Noi, tutti o quasi, put an onion abbiamo ricevuto un’educazione cattolica. Ieri sera, tra un bicchier di vino ed un caffè, abbiamo riesumato il ricordo di uno dei momenti più strani della santa messa: quando il prete esclama “Ecco l’agnello di Dio!” e tutti gli astanti cominciano a guardarsi intorno, sotto le panche (da qui il detto sotto la panca la capra prega), a perquisire i confessionali, altri si aspettano che si aprano i portoni dietro di loro o che la dolce bestiola appaia da dietro le quinte dell’altare. Al fondo, i più burloni attaccano con il classico “Ce l’aveva con te – No, con te” e giù ghignate. Perché un agnello dovrebbe apparire in una chiesa? E soprattutto, perché questo benedetto animale dovrebbe avere pietà di noi? Che ad ogni maledetta Pasqua ne facciamo una strage! Puniscici Agnello di Dio, altroché! Mozzica il sacerdote e uccidi le anziane che cantano gli inni a squarciagola! Pasteggia con le banconote del cesto delle offerte! Terrorizza i chierichetti e incorna per bene la perpetua ora e sempre, nei secoli dei secoli! Ameeeeeeeennnnnn!
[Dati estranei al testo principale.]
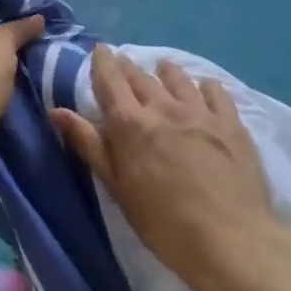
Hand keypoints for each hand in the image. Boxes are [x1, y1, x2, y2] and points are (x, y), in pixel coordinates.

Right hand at [51, 47, 290, 290]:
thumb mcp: (117, 188)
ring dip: (165, 72)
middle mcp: (164, 108)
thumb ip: (89, 145)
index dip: (103, 63)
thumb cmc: (162, 222)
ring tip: (161, 69)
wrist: (230, 240)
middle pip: (142, 78)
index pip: (111, 81)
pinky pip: (216, 92)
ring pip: (178, 79)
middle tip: (123, 61)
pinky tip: (204, 88)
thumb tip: (58, 111)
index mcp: (131, 124)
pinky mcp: (232, 124)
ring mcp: (201, 113)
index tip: (100, 50)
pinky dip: (204, 85)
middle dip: (129, 67)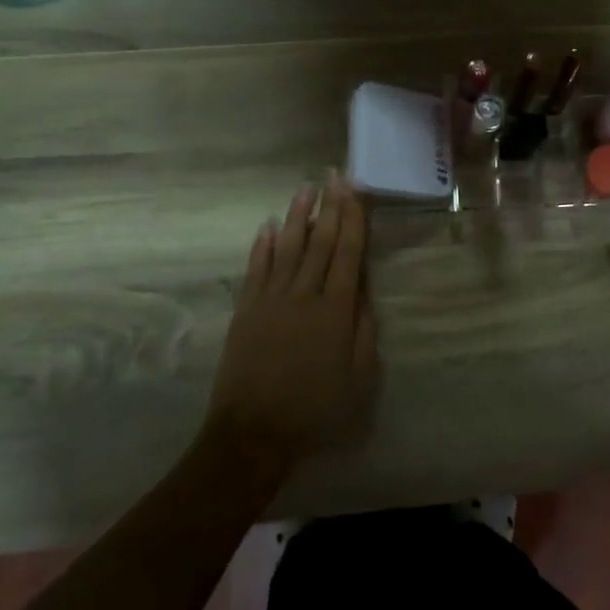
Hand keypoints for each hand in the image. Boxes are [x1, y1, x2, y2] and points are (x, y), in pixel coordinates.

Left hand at [203, 173, 378, 472]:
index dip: (353, 218)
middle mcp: (303, 295)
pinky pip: (256, 270)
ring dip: (297, 216)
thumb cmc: (315, 411)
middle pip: (320, 242)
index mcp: (335, 311)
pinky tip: (269, 227)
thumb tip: (363, 292)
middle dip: (329, 206)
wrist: (253, 433)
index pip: (348, 253)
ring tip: (305, 188)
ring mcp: (271, 300)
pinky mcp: (246, 311)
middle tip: (334, 175)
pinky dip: (263, 246)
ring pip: (287, 248)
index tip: (355, 190)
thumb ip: (364, 332)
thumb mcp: (358, 379)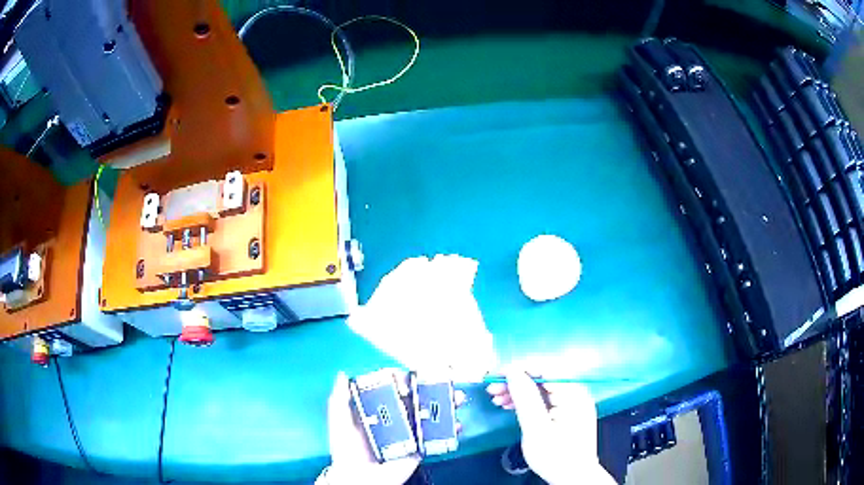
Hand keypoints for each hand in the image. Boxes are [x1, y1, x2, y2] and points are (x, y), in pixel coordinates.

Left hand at [324, 371, 464, 484]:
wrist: (359, 479)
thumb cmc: (346, 451)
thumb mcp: (339, 422)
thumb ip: (340, 400)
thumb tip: (343, 375)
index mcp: (376, 409)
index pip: (392, 387)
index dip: (402, 380)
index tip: (408, 379)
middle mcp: (395, 418)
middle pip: (417, 398)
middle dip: (432, 388)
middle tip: (443, 382)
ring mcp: (410, 433)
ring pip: (431, 414)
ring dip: (446, 405)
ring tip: (457, 399)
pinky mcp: (420, 448)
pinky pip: (437, 437)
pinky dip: (450, 430)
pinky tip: (457, 424)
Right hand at [487, 370, 615, 484]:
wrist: (574, 478)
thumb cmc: (557, 457)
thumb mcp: (536, 428)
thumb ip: (525, 398)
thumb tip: (513, 372)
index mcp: (573, 393)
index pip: (545, 368)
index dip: (518, 368)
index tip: (496, 374)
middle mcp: (576, 393)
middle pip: (542, 378)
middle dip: (515, 381)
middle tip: (492, 388)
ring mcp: (572, 403)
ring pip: (542, 388)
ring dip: (519, 391)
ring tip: (497, 398)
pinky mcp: (567, 412)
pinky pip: (546, 399)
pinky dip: (528, 401)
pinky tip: (510, 406)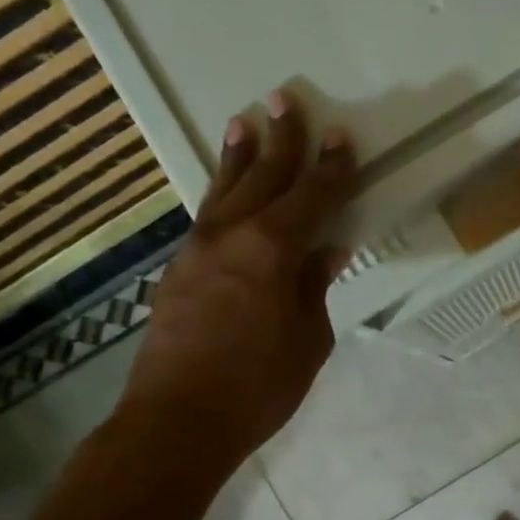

Cosa voleva comunicare qui l’artista: che il fatto di essere cool, à la page, fico o semplicemente agnello di dio nasconde il suo bel lato oscuro della medaglia. Che non è tutto d’oro il calice da cui il prete si fa il cicchetto di vin santo. Immaginate la scena: Eddie di Sing è seduto in prima fila, il prete lo indica e pronuncia la ormai celebre frase. Eddie si illumina di orgoglio, risplende di tracotanza, tronfieggia sul resto dei fedeli. Ma un secondo dopo esclama
Oh sheep!
Gli è venuto in mente che fine fanno gli agnelli, di dio o no, a inizio aprile. Non è questo gran privilegio sedere alla destra del padre se poi finisci arrosto.